EXERCISE
Pick out the lines below that include the string "dead".

PROVIDED RECORDS

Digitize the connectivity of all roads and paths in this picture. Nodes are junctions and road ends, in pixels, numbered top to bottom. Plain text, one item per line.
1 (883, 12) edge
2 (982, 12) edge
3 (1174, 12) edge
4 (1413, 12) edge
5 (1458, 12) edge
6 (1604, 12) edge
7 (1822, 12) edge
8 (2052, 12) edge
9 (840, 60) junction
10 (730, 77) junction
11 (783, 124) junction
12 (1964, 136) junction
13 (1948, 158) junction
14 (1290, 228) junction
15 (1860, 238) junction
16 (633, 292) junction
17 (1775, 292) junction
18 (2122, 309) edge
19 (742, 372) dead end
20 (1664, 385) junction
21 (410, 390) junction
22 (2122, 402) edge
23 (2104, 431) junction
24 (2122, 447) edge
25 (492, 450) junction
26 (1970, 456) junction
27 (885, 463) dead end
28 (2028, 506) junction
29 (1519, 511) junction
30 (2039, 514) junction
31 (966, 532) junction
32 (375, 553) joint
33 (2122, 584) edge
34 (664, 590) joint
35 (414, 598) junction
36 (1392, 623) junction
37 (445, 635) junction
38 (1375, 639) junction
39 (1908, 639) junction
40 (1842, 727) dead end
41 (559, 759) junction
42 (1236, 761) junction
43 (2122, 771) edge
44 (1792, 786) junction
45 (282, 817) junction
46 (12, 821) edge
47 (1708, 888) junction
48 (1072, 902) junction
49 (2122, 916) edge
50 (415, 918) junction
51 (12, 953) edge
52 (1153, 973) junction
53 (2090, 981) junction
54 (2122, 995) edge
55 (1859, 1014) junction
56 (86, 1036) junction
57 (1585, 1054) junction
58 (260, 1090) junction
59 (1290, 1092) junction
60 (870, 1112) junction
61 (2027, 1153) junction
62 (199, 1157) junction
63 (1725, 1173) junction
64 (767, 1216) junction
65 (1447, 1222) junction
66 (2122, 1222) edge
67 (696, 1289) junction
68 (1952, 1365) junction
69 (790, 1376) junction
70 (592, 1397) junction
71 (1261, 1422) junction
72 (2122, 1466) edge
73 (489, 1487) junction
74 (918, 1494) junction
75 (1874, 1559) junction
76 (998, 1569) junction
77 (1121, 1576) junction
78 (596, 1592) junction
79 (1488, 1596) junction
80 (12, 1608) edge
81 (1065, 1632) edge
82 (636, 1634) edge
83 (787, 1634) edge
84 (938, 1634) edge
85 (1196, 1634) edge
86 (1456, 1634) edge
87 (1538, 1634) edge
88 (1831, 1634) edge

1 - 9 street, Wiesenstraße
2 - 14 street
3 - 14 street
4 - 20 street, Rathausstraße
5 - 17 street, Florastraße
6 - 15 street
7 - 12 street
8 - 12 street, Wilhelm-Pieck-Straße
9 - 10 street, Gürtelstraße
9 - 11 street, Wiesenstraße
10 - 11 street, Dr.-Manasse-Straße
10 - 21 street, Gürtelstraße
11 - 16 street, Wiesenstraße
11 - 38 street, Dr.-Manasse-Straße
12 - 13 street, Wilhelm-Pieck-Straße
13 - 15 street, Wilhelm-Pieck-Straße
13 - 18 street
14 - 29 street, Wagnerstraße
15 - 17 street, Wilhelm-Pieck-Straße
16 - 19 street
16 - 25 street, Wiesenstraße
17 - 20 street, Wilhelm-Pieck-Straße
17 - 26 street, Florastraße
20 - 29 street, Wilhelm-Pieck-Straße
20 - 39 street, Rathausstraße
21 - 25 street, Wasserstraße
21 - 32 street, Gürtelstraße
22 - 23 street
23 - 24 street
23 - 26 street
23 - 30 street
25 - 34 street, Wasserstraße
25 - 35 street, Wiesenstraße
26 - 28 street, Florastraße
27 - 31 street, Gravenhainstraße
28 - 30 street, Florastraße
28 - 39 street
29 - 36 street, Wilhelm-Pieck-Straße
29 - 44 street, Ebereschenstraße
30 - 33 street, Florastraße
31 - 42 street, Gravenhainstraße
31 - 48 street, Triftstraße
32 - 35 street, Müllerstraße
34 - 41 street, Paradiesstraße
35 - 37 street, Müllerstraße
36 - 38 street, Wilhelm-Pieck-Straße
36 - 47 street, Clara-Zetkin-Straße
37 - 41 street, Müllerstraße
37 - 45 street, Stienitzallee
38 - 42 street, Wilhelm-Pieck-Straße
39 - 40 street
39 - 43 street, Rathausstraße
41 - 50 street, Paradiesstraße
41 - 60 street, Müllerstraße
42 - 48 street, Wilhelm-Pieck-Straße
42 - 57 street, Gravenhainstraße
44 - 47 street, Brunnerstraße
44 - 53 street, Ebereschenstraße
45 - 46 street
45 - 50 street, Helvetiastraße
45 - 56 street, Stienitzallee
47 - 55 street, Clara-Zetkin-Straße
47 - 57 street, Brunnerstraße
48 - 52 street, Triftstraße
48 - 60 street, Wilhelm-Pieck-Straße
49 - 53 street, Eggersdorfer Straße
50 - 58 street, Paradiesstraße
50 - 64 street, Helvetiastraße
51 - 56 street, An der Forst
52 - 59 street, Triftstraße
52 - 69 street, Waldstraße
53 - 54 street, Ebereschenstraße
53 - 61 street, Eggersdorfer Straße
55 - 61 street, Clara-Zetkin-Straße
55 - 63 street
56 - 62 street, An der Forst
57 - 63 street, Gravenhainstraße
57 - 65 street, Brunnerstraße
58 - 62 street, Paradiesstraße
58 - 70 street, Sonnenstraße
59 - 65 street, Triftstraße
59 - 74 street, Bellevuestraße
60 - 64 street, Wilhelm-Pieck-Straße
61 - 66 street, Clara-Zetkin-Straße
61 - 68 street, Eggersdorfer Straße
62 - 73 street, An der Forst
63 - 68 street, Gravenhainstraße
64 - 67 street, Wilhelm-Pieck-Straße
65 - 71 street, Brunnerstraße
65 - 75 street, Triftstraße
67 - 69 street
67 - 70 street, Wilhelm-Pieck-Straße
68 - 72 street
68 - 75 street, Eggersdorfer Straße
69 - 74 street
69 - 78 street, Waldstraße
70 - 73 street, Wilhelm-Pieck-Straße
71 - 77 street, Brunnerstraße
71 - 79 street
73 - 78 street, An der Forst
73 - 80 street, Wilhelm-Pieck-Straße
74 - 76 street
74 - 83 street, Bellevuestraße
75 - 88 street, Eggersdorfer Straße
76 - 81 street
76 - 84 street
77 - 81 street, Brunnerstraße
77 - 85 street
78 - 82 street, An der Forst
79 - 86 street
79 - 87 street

OUTPUT FOR THIS TASK
19 (742, 372) dead end
27 (885, 463) dead end
40 (1842, 727) dead end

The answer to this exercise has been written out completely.